Soldatov was born into a Russian Estonian family, he finished high school in Jõhvi and the Leningrad University of Technology. He worked in a number of factories in Tallinn and became a lecturer at the Tallinn Polytechnic Institute.
In early 1970s, Soldatov participated in dissident organisation Estonian Democratic Movement and was editor of underground newspapers. Among others, he cooperated with Tunne Kelam. As an ethnic Russian, Soldatov also had connections with dissident circles in Russia, and was one of the authors of the programme of the Democratic Movement of the Soviet Union in Russian.

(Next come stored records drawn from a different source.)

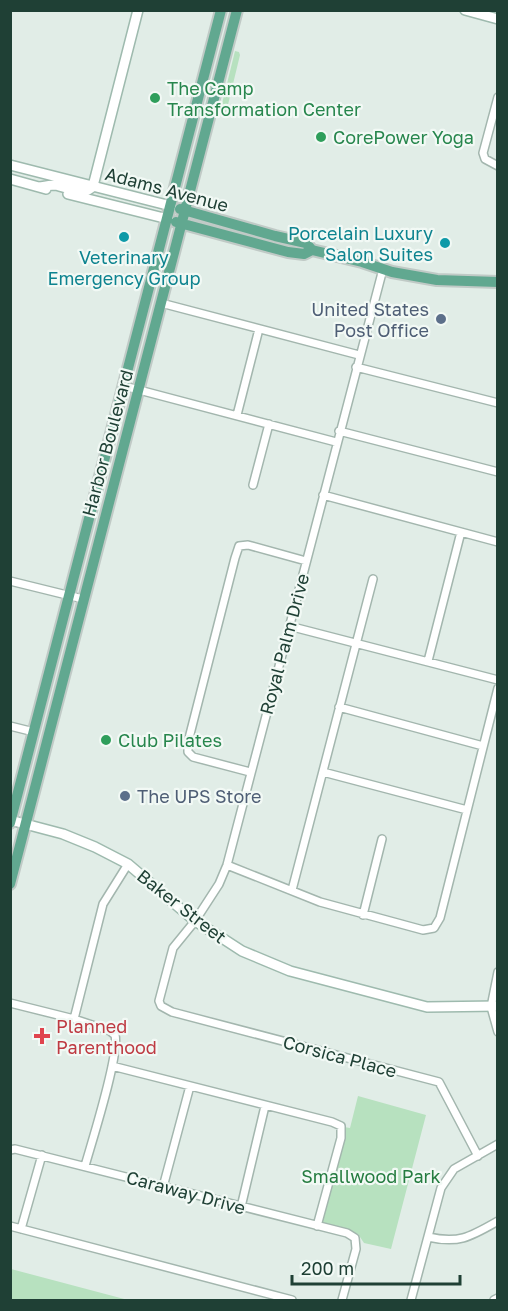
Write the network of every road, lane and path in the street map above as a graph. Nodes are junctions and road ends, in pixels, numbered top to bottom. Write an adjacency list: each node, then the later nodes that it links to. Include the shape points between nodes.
1 (138, 10): 13 (street)
2 (221, 10): 6 (main road, Harbor Boulevard)
3 (237, 10): 7 (main road, Harbor Boulevard)
4 (465, 10): 5 (street)
5 (498, 19)
6 (217, 29): 7 (main road); 15 (main road, Harbor Boulevard)
7 (225, 58): 16 (main road, Harbor Boulevard)
8 (498, 97): 10 (street, via 483,153 485,159)
9 (10, 165): 11 (street, Adams Avenue)
10 (498, 165)
11 (43, 173): 13 (street, Adams Avenue); 14 (street)
12 (10, 179): 14 (street, Adams Avenue)
13 (93, 186): 14 (street, via 86,191 53,185); 15 (street, Adams Avenue)
14 (40, 187): 17 (street, Adams Avenue)
15 (171, 206): 16 (main road, Adams Avenue); 17 (main road, Harbor Boulevard)
16 (185, 210): 18 (main road, Harbor Boulevard); 19 (main road, Adams Avenue, via 306,243)
17 (168, 219): 18 (main road, Adams Avenue); 26 (main road, Harbor Boulevard)
18 (182, 223): 19 (main road, Adams Avenue, via 288,252 304,254); 22 (main road, Harbor Boulevard)
19 (312, 250): 20 (main road, Adams Avenue)
20 (382, 268): 21 (main road, Adams Avenue, via 437,280); 24 (street, Royal Palm Drive)
21 (498, 282)
22 (160, 303): 23 (street); 27 (main road, Harbor Boulevard)
23 (259, 329): 24 (street); 29 (street)
24 (359, 355): 25 (street, Royal Palm Drive)
25 (356, 367): 28 (street); 31 (street, Royal Palm Drive)
26 (124, 386): 27 (street); 41 (main road, Harbor Boulevard)
27 (137, 390): 29 (street); 42 (main road, Harbor Boulevard)
28 (498, 404)
29 (237, 416): 30 (street)
30 (269, 424): 32 (street); 34 (street)
31 (339, 431): 32 (street, Royal Palm Drive); 33 (street)
32 (336, 442): 35 (street, Royal Palm Drive)
33 (498, 472)
34 (253, 485)
35 (323, 495): 36 (street); 38 (street, Royal Palm Drive)
36 (461, 532): 37 (street); 45 (street)
37 (498, 542)
38 (306, 561): 43 (street, Royal Palm Drive); 53 (street, via 248,544 239,546 235,558 188,752 193,757)
39 (373, 579): 44 (street)
40 (10, 581): 41 (street)
41 (69, 596): 42 (street); 50 (main road, Harbor Boulevard)
42 (83, 599): 56 (main road, Harbor Boulevard)
43 (289, 626): 44 (street); 53 (street, Royal Palm Drive)
44 (355, 643): 45 (street); 48 (street)
45 (428, 661): 46 (street)
46 (498, 680)
47 (498, 688): 51 (street)
48 (339, 707): 51 (street); 52 (street)
49 (10, 726): 50 (street)
50 (34, 732): 55 (main road, Harbor Boulevard)
51 (483, 746): 54 (street)
52 (323, 771): 54 (street); 61 (street)
53 (250, 772): 59 (street, Royal Palm Drive)
54 (467, 810): 62 (street, via 440,918 434,928 423,930)
55 (11, 821): 56 (street, Baker Street)
56 (26, 824): 58 (street, Baker Street, via 63,834); 60 (main road, Harbor Boulevard)
57 (382, 839): 62 (street)
58 (128, 864): 63 (street, Baker Street); 68 (street, via 103,904)
59 (227, 865): 61 (street); 63 (street, Royal Palm Drive)
60 (10, 884)
61 (292, 890): 62 (street)
62 (363, 915)
63 (195, 921): 66 (street, Royal Palm Drive, via 173,948 160,995); 67 (street, Baker Street, via 242,951 290,971 427,1007)
64 (498, 972): 67 (street)
65 (10, 1003): 68 (street)
66 (161, 1006): 76 (street, Corsica Place, via 439,1082)
67 (494, 1006): 69 (street)
68 (74, 1019): 70 (street, via 115,1035)
69 (498, 1032)
70 (112, 1066): 71 (street); 77 (street)
71 (190, 1086): 72 (street); 78 (street)
72 (265, 1106): 79 (street); 82 (street, via 341,1126)
73 (498, 1144): 76 (street)
74 (13, 1150): 75 (street, Caraway Drive)
75 (42, 1155): 77 (street, Caraway Drive); 83 (street)
76 (478, 1156): 84 (street, via 454,1169 441,1188)
77 (86, 1166): 78 (street, Caraway Drive)
78 (163, 1187): 79 (street, Caraway Drive)
79 (241, 1207): 82 (street, Caraway Drive)
80 (498, 1221): 84 (street, via 459,1241)
81 (10, 1226): 83 (street)
82 (317, 1226): 86 (street, Caraway Drive, via 347,1233 355,1239 356,1249)
83 (21, 1229): 85 (street)
84 (428, 1237): 87 (street)
85 (292, 1300)
86 (342, 1300)
87 (411, 1300)

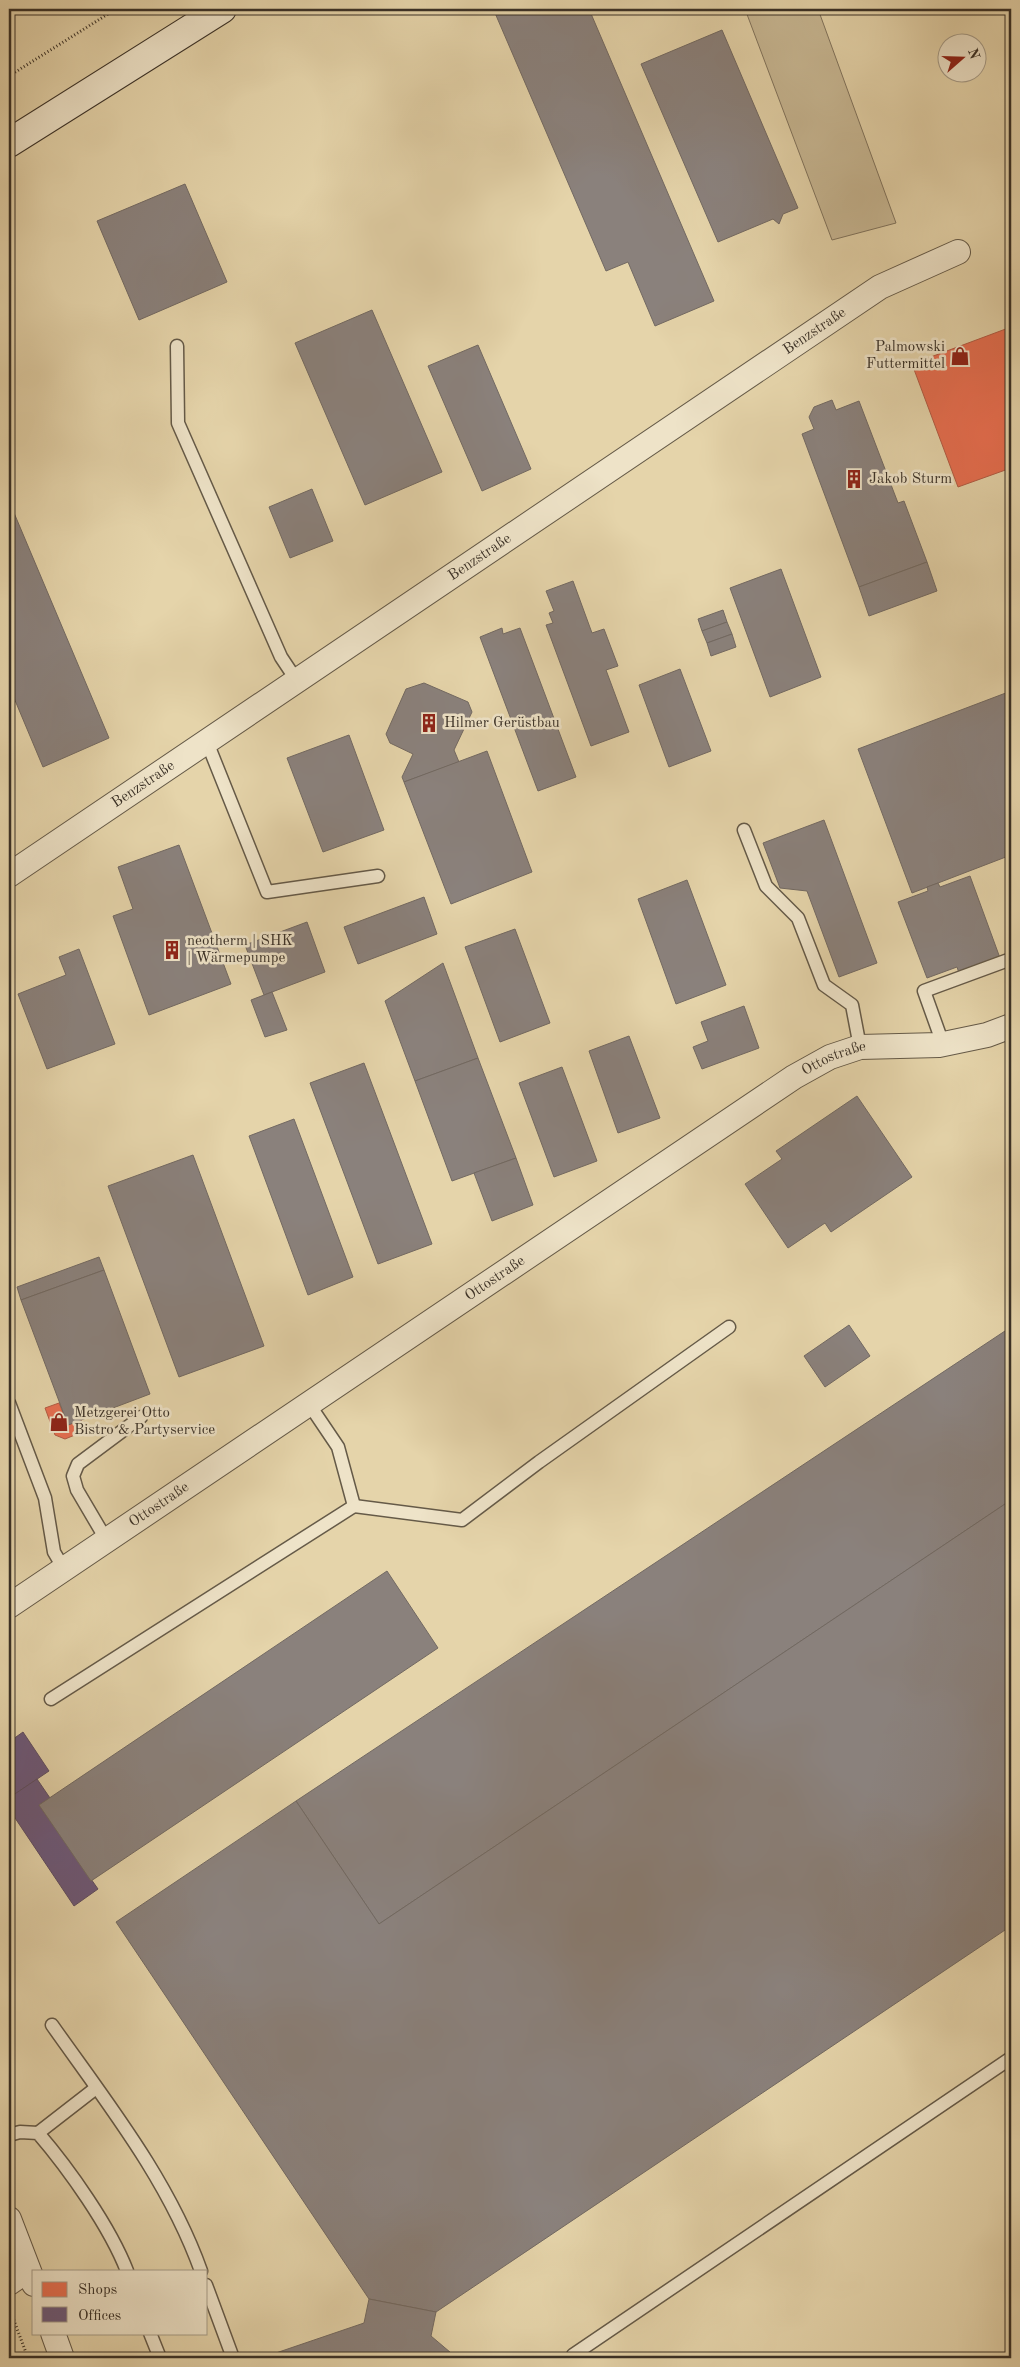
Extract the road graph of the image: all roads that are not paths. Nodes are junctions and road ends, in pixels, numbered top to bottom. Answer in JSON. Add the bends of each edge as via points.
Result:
{"nodes":[{"id":1,"x":222,"y":9,"type":"edge"},
{"id":2,"x":9,"y":143,"type":"edge"},
{"id":3,"x":958,"y":252,"type":"dead end"},
{"id":4,"x":178,"y":346,"type":"dead end"},
{"id":5,"x":297,"y":681,"type":"junction"},
{"id":6,"x":207,"y":742,"type":"junction"},
{"id":7,"x":744,"y":830,"type":"dead end"},
{"id":8,"x":9,"y":876,"type":"edge"},
{"id":9,"x":378,"y":876,"type":"dead end"},
{"id":10,"x":1011,"y":959,"type":"edge"},
{"id":11,"x":1011,"y":1026,"type":"edge"},
{"id":12,"x":943,"y":1044,"type":"junction"},
{"id":13,"x":860,"y":1047,"type":"junction"},
{"id":14,"x":730,"y":1327,"type":"dead end"},
{"id":15,"x":9,"y":1403,"type":"edge"},
{"id":16,"x":309,"y":1404,"type":"junction"},
{"id":17,"x":141,"y":1417,"type":"dead end"},
{"id":18,"x":354,"y":1506,"type":"junction"},
{"id":19,"x":107,"y":1541,"type":"junction"},
{"id":20,"x":64,"y":1569,"type":"junction"},
{"id":21,"x":9,"y":1606,"type":"edge"},
{"id":22,"x":51,"y":1699,"type":"dead end"},
{"id":23,"x":52,"y":2025,"type":"dead end"},
{"id":24,"x":1011,"y":2058,"type":"edge"},
{"id":25,"x":96,"y":2088,"type":"junction"},
{"id":26,"x":38,"y":2133,"type":"junction"},
{"id":27,"x":9,"y":2135,"type":"edge"},
{"id":28,"x":9,"y":2219,"type":"edge"},
{"id":29,"x":127,"y":2270,"type":"edge"},
{"id":30,"x":201,"y":2270,"type":"edge"},
{"id":31,"x":31,"y":2277,"type":"edge"},
{"id":32,"x":9,"y":2283,"type":"edge"},
{"id":33,"x":208,"y":2290,"type":"edge"},
{"id":34,"x":53,"y":2334,"type":"edge"},
{"id":35,"x":150,"y":2334,"type":"edge"},
{"id":36,"x":62,"y":2358,"type":"edge"},
{"id":37,"x":160,"y":2358,"type":"edge"},
{"id":38,"x":233,"y":2358,"type":"edge"},
{"id":39,"x":572,"y":2358,"type":"edge"}],
"edges":[{"from":1,"to":2,"type":"main road"},
{"from":3,"to":5,"type":"street","name":"Benzstraße","via":[[880,287]]},
{"from":4,"to":5,"type":"lane","via":[[178,423],[281,657]]},
{"from":5,"to":6,"type":"street","name":"Benzstraße"},
{"from":6,"to":8,"type":"street","name":"Benzstraße"},
{"from":6,"to":9,"type":"lane","via":[[267,892]]},
{"from":7,"to":13,"type":"lane","via":[[766,886],[798,918],[824,984],[852,1006]]},
{"from":10,"to":12,"type":"lane","via":[[924,992]]},
{"from":11,"to":12,"type":"street","name":"Ottostraße","via":[[987,1035]]},
{"from":12,"to":13,"type":"street","name":"Ottostraße"},
{"from":13,"to":16,"type":"street","name":"Ottostraße","via":[[830,1057],[794,1077]]},
{"from":14,"to":18,"type":"lane","via":[[462,1520]]},
{"from":15,"to":20,"type":"lane","via":[[45,1498],[54,1552]]},
{"from":16,"to":18,"type":"lane","via":[[338,1447]]},
{"from":16,"to":19,"type":"street","name":"Ottostraße"},
{"from":17,"to":19,"type":"lane","via":[[78,1464],[73,1476],[77,1490]]},
{"from":18,"to":22,"type":"lane"},
{"from":19,"to":20,"type":"street","name":"Ottostraße"},
{"from":20,"to":21,"type":"street","name":"Ottostraße"},
{"from":23,"to":25,"type":"lane"},
{"from":24,"to":39,"type":"lane"},
{"from":25,"to":26,"type":"lane"},
{"from":25,"to":30,"type":"lane","via":[[148,2160],[188,2235]]},
{"from":26,"to":27,"type":"lane"},
{"from":26,"to":29,"type":"lane","via":[[56,2154],[118,2246]]},
{"from":28,"to":31,"type":"street"},
{"from":31,"to":32,"type":"street"},
{"from":33,"to":38,"type":"lane"},
{"from":34,"to":36,"type":"street"},
{"from":35,"to":37,"type":"lane"}]}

Hiding himself underground since the 1974 arrest of Kalju Mätik, Mati Kiirend and Artjom Juskevitš, the KGB managed to arrest him in 1975. Soldatov was imprisoned in prison camps of Mordovia for six years. Soon after being released in 1981, he and his wife Lyudmila were expelled from the USSR. They settled in West Germany, where Sergei (thanks to Alexander Solzhenitsyn's recommendation) got the job of journalist for the Radio Liberty. For many years, he arranged broadcasts in Estonian.
Sergei Soldatov remained critical of the developments in post-Soviet Estonia, where he returned to in 2000. He died in Tallinn and was buried at the Tallinn Alexander Nevsky cemetery.